Altri animali abitano l’isola, come gatti selvatici, diverse specie di scimmie, il leone della savana, un felino detto pantera viola, e il mikuyì, cane che somiglia al nostro pastore tedesco, senonché è indolente, trascorre il più gran tempo in uno stato che potrebbe dirsi di letargo, si nutre solo di pesci d’acqua dolce, e dinanzi alle capanne dei villaggi, invece di fare la guardia, va incontro agli sconosciuti facendo grandi feste e balzando talvolta, con tutto il suo peso, in collo al visitatore, tra guaiti di benvenuto e slinguate affettuose.
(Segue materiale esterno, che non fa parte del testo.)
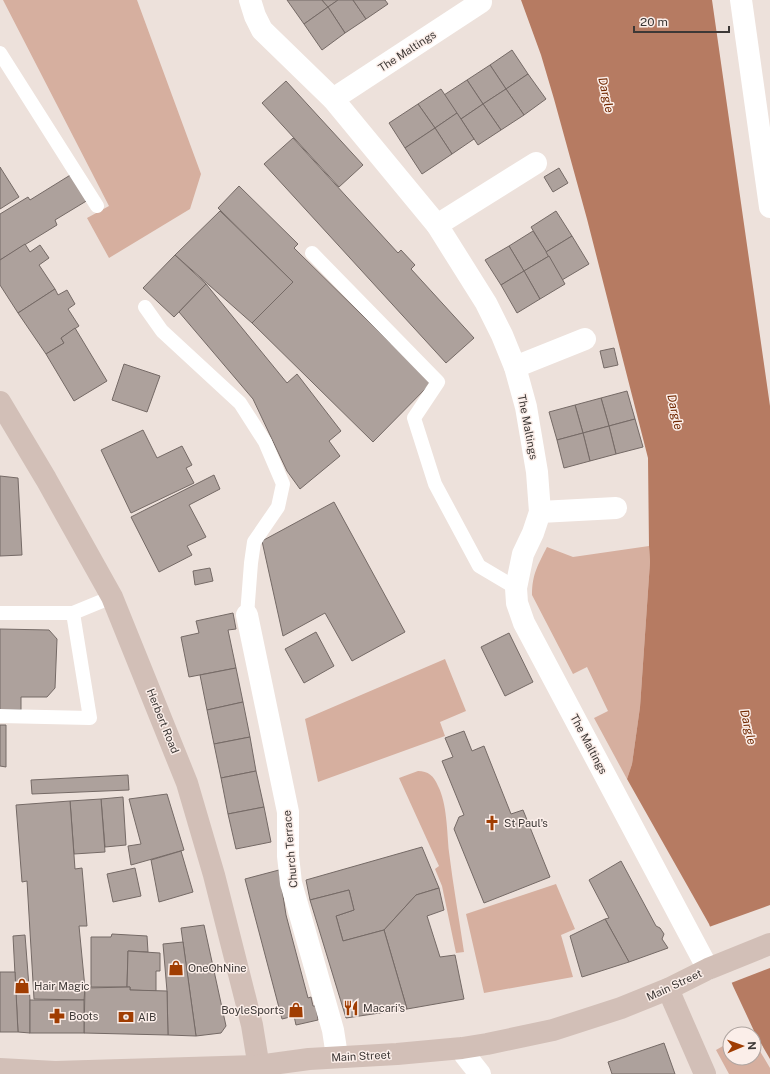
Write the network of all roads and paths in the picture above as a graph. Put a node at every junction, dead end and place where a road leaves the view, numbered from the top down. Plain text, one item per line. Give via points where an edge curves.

Molti uccelli migratori scelgono l’isola per le loro soste, soprattutto a primavera, quando le balze di sabbia si velano di chiazze erbose gialle e verdi che, se osservate da vicino, si rivelano essere bassi cespugli punteggiati da bacche blu. Un costume diffuso sia nei villaggi sia nella città è addomesticare specie di uccelli le più diverse. Così non è infrequente, entrando in una capanna o in una casa, essere accolti da trilli e cinguettii che paiono certo festosi, ma forse sono solo di richiamo o di malinconia. In tutta l’isola è poco praticata la caccia, mentre è assai diffusa la pesca, almeno lungo le scogliere meno impervie. Nei giorni di mare calmo piroghe veloci si allontanano dalla riva: l’equipaggio è composto dal vogatore e da un suo compagno che chiamano wehalini, cioè amico dei pesci. Costui, a un miglio circa dalla costa, si tuffa e cerca di scorgere, scendendo in apnea, qualche grosso pesce, del quale, una volta individuatolo, prende a imitare guizzo e movimenti. Risale in superficie e ridiscende più volte finché non accade che il pesce entri in confidenza col nuotatore e voglia giocare con lui. In quel caso l’amico dei pesci non risale più sulla piroga, ma tra inseguimenti e abili mosse da gioco, conduce il pesce fin verso la riva: qui esso è accerchiato da altri pescatori e catturato vivo. Per questa particolare forma di pesca la popolazione dell’isola è chiamata in tutto l’arcipelago wehalingalì, che vuol dire ingannatori di pesci.